#### [PROBLEM TO WORK ON]
All records, minus the pictures: write them out exactly.

Items from a data source:
◆ ◆ ◆

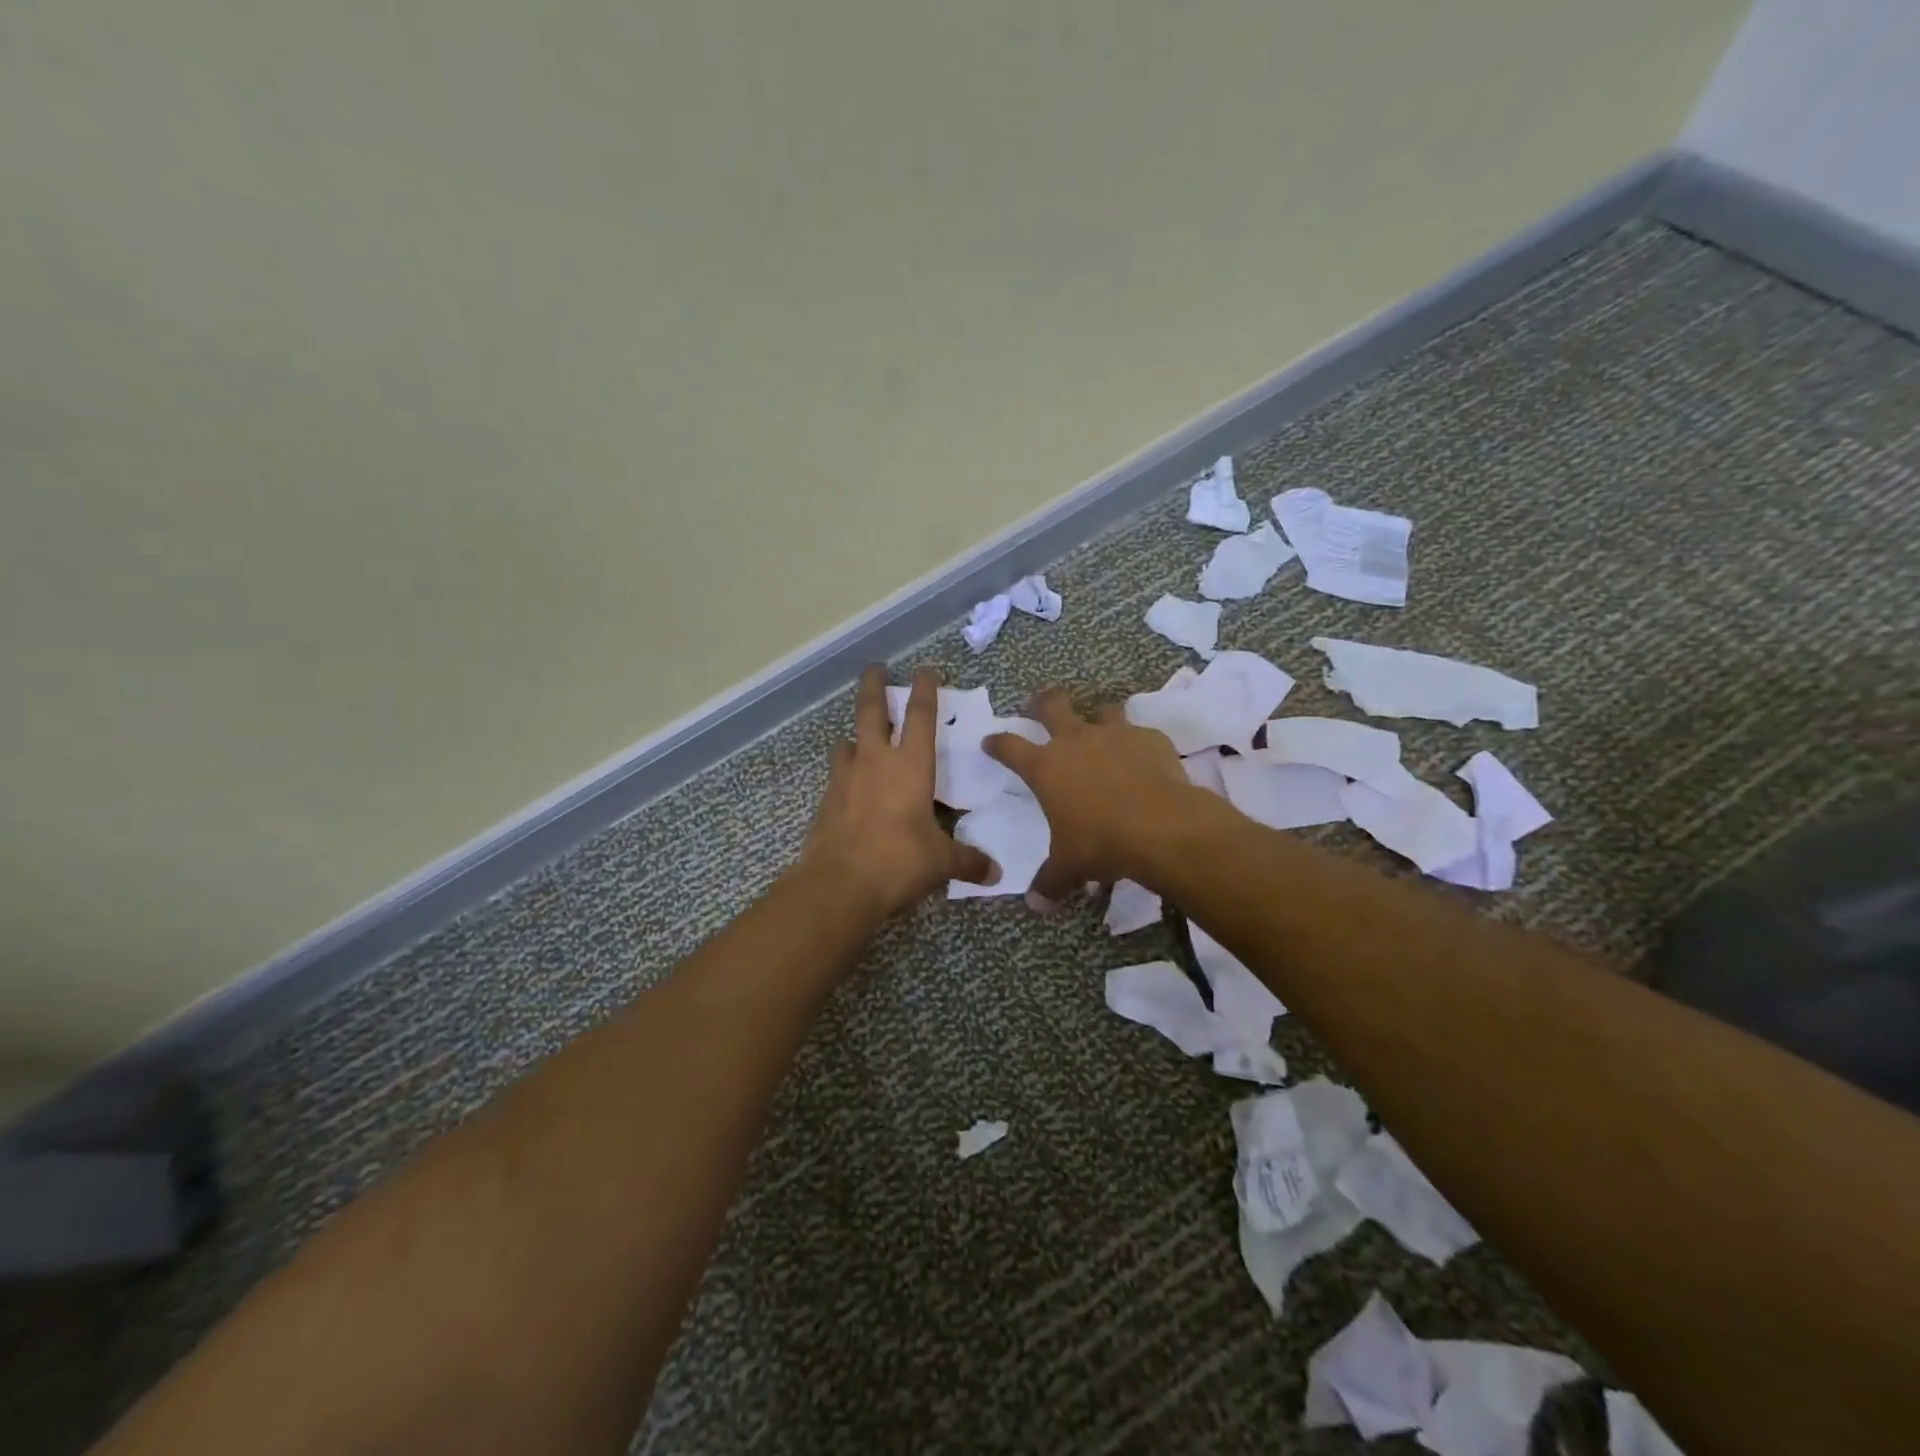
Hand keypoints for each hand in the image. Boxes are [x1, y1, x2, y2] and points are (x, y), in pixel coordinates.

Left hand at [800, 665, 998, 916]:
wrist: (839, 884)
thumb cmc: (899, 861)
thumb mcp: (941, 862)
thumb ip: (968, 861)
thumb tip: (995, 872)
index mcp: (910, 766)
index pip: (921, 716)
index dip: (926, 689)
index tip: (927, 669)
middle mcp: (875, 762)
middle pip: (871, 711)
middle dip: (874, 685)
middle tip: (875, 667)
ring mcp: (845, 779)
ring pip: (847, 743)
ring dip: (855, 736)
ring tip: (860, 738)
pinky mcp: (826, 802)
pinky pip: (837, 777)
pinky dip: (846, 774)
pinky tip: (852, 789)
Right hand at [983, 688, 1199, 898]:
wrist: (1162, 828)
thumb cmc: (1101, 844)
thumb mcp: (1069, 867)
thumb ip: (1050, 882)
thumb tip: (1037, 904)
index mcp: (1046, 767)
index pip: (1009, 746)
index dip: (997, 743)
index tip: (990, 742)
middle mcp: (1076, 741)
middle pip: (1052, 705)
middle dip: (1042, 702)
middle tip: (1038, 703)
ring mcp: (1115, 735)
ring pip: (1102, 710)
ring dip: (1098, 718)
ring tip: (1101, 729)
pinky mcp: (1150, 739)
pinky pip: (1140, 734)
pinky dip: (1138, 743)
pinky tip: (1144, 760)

◆ ◆ ◆

#### [RESULT OF THE TASK]
Hand keypoints for each hand in the image. Boxes are [x1, y1, x2, y2] and points are (x, y), in pixel coordinates.

Left hand at [800, 665, 998, 916]:
wrist: (839, 884)
thumb cmc: (899, 861)
thumb mcp: (941, 862)
thumb ip: (968, 861)
thumb tip: (995, 872)
index mcp: (910, 766)
index pip: (921, 716)
index dip: (926, 689)
index tip: (927, 669)
middle mcp: (875, 762)
middle pip: (871, 711)
middle dip: (874, 685)
middle tip: (875, 667)
ring mcp: (845, 779)
ring pip: (847, 743)
ring dip: (855, 736)
ring tip: (860, 738)
pinky mcp: (826, 802)
pinky pip: (837, 777)
pinky dip: (846, 774)
pinky tip: (852, 789)
Right hand at [983, 688, 1199, 898]:
wrist: (1162, 828)
thumb cmc: (1101, 844)
thumb mcp: (1069, 867)
thumb ip: (1050, 882)
thumb tip: (1037, 904)
index mcp: (1046, 767)
index pip: (1009, 746)
index dip: (997, 743)
index tip: (990, 742)
middle mcp: (1076, 741)
middle pip: (1052, 705)
middle dip: (1042, 702)
middle tip: (1038, 703)
ring mcp: (1115, 735)
ring pip: (1102, 710)
ring dip: (1098, 718)
ring tip: (1101, 729)
pinky mcp: (1150, 739)
pinky pip: (1140, 734)
pinky dip: (1138, 743)
pinky tip: (1144, 760)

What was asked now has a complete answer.